Who's to blame? The game's developer, Quantic Dream, seems like the obvious target since it made the nude model to begin with; without the model, this controversy would never have arisen (in the law, we call this "direct causation"). But Quantic Dream claims that it made it impossible to view the model's lady parts within the course of normal gameplay. Their story is that an unauthorized developer took the model and filled in the blanks, as it were. So is Quantic Dream off the hook because someone found a way to view that model in an unintended way? And even if Quantic Dream was the right party, could Page sue the company for Appropriation of Likeness? She did permit the use of her face, after all, but does her "likeness" extend to her other features?
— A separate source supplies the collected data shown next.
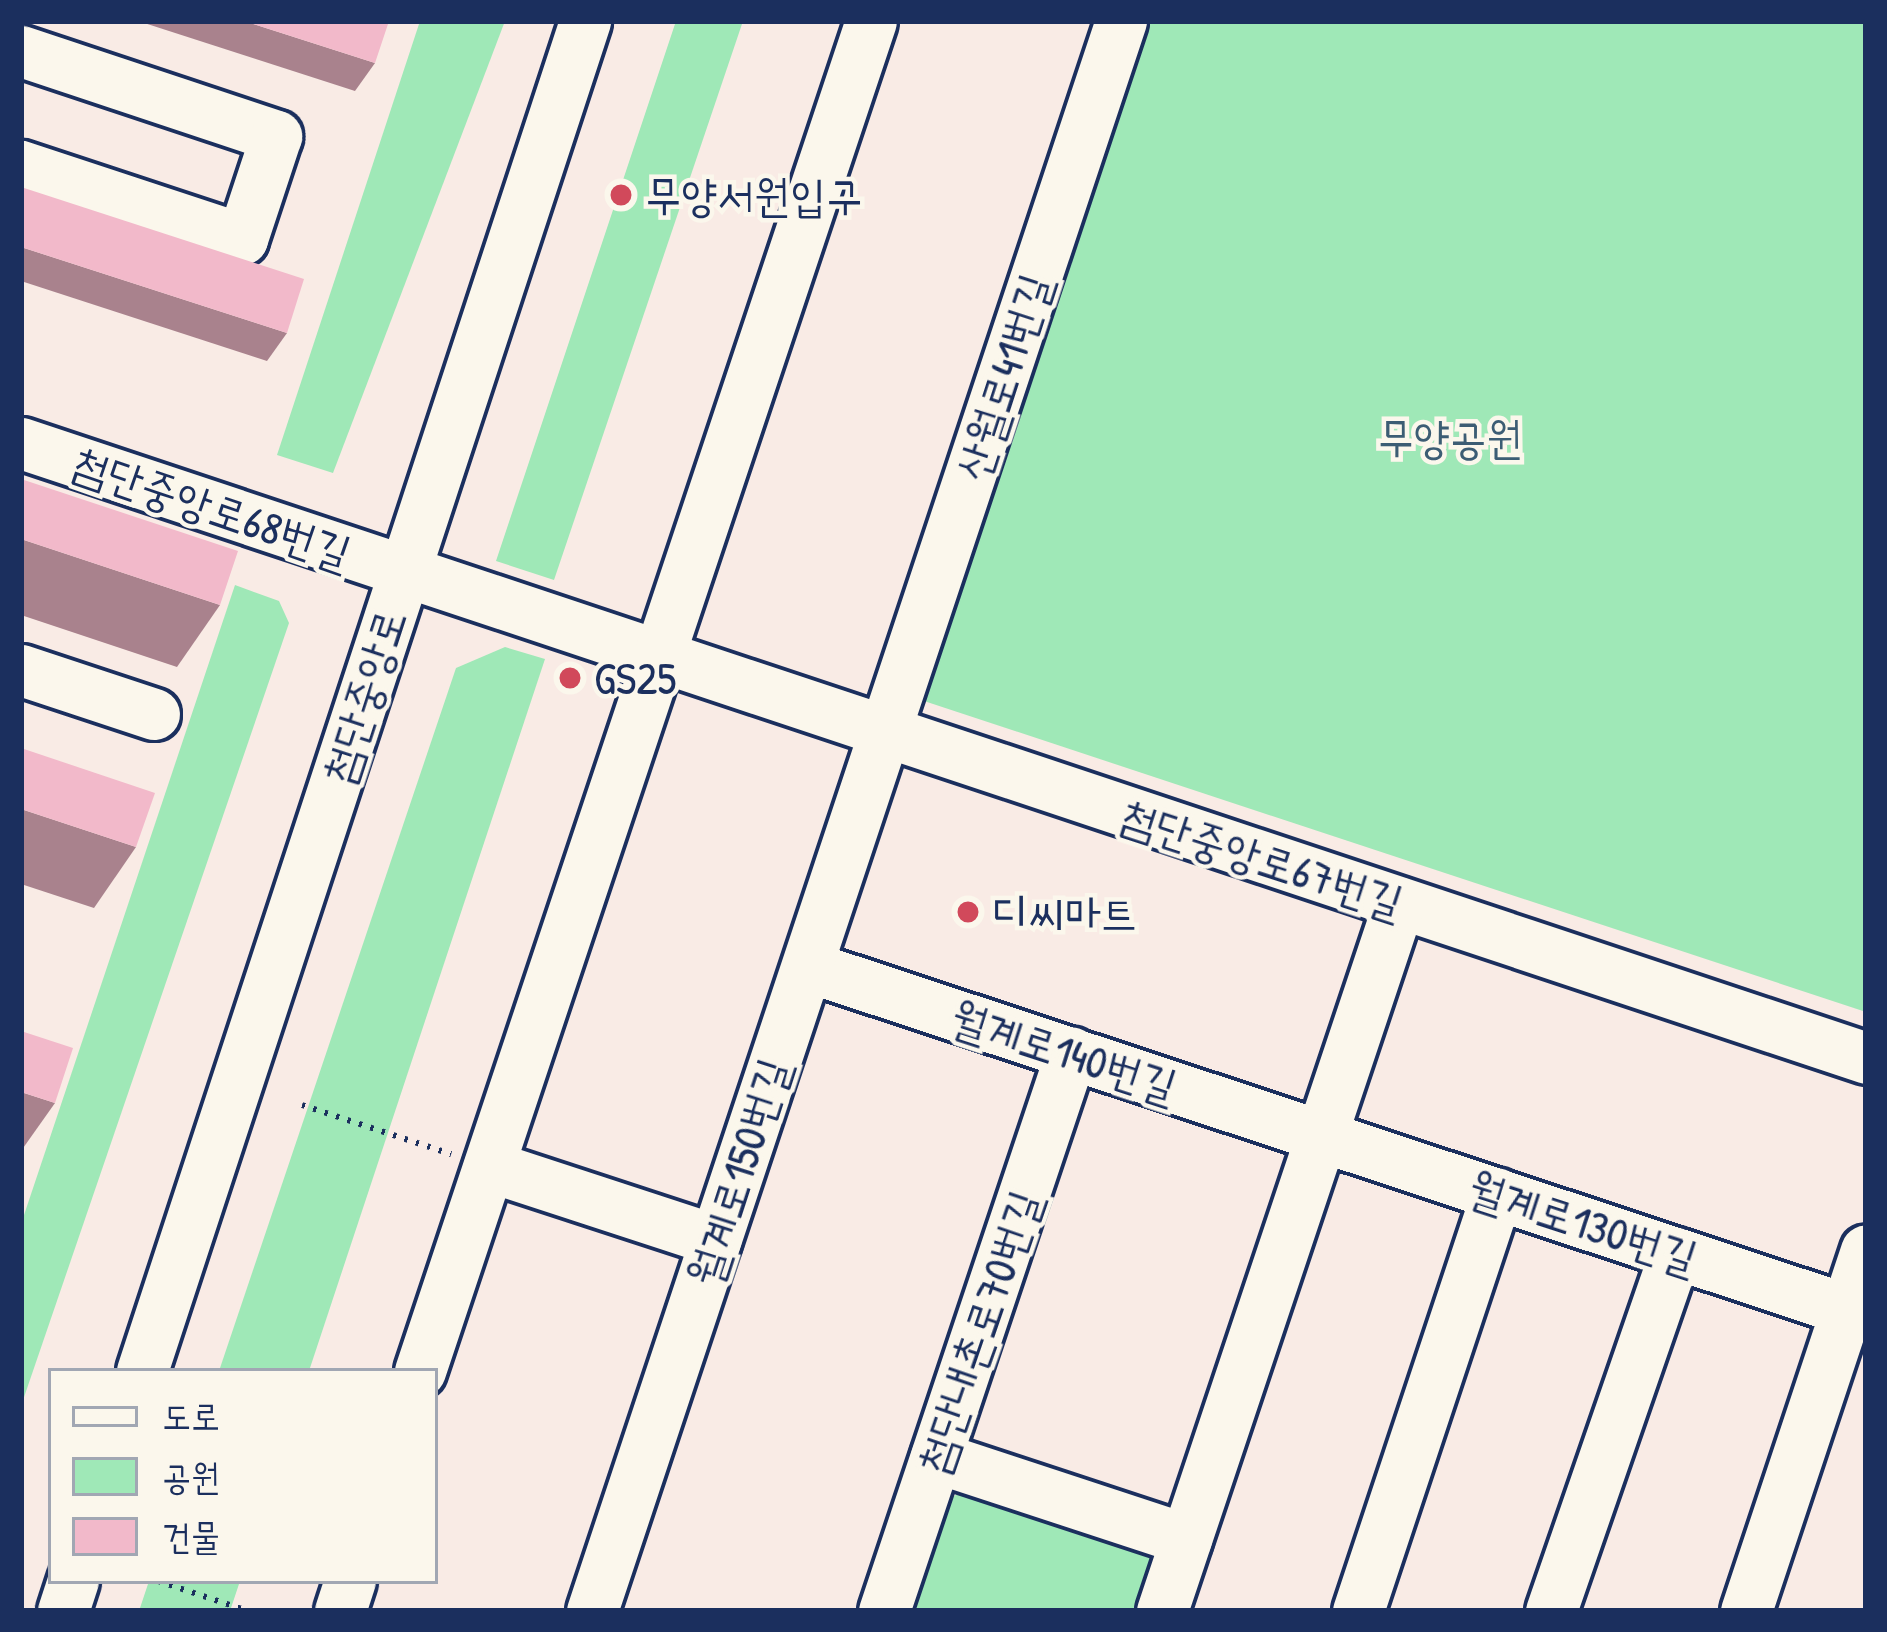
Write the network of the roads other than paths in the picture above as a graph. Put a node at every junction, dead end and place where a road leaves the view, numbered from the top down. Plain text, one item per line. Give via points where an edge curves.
1 (585, 21) edge
2 (871, 21) edge
3 (1121, 21) edge
4 (21, 51) edge
5 (21, 166) edge
6 (21, 443) edge
7 (404, 572) junction
8 (658, 658) junction
9 (21, 670) edge
10 (154, 714) dead end
11 (884, 733) junction
12 (1399, 903) junction
13 (807, 966) junction
14 (1071, 1053) junction
15 (1866, 1058) edge
16 (1321, 1136) junction
17 (489, 1166) junction
18 (1497, 1194) junction
19 (716, 1240) junction
20 (1866, 1250) edge
21 (1675, 1252) junction
22 (1856, 1313) edge
23 (143, 1368) edge
24 (421, 1368) edge
25 (936, 1457) junction
26 (1186, 1539) junction
27 (592, 1611) edge
28 (884, 1611) edge
29 (1162, 1611) edge
30 (1358, 1611) edge
31 (1551, 1611) edge
32 (1746, 1611) edge

1 - 7 street, 첨단중앙로
2 - 8 street
3 - 11 street, 산월로41번길
4 - 5 street via 276,136 242,239
6 - 7 street, 첨단중앙로68번길
7 - 8 street, 첨단중앙로67번길
7 - 23 street, 첨단중앙로
8 - 11 street, 첨단중앙로67번길
8 - 17 street
9 - 10 street
11 - 12 street, 첨단중앙로67번길
11 - 13 street, 월계로150번길
12 - 15 street, 첨단중앙로67번길
12 - 16 street
13 - 14 street, 월계로140번길
13 - 19 street, 월계로150번길
14 - 16 street, 월계로140번길
14 - 25 street, 첨단내촌로70번길
16 - 18 street, 월계로130번길
16 - 26 street
17 - 19 street
17 - 24 street
18 - 21 street, 월계로130번길
18 - 30 street
19 - 27 street, 월계로150번길
20 - 22 street
21 - 22 street, 월계로130번길
21 - 31 street
22 - 32 street
25 - 26 street
25 - 28 street, 첨단내촌로70번길
26 - 29 street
Consider also that since Page didn't actually pose nude, all the "blanks" that were filled in by the unauthorized developer were done from imagination - does that alter the analysis? At this stage, it's unknown whether Page had an anti-nudity clause in her contract, and whether a 3D rendering of her body would qualify for the purposes of an Appropriation claim (there's some case law indicating that it might qualify). Basically, there are a lot of unknowns.

Here's what makes the whole thing even more fascinating: Sony, Beyond's distributor, is also the distributor for The Last of Us. This puts them in an awkward situation vis-a-vis their relationship with Page. Twice in one year she's become a victim of a high-profile game they released.  And once the pictures are out in the world, they're out there; there's no getting them back.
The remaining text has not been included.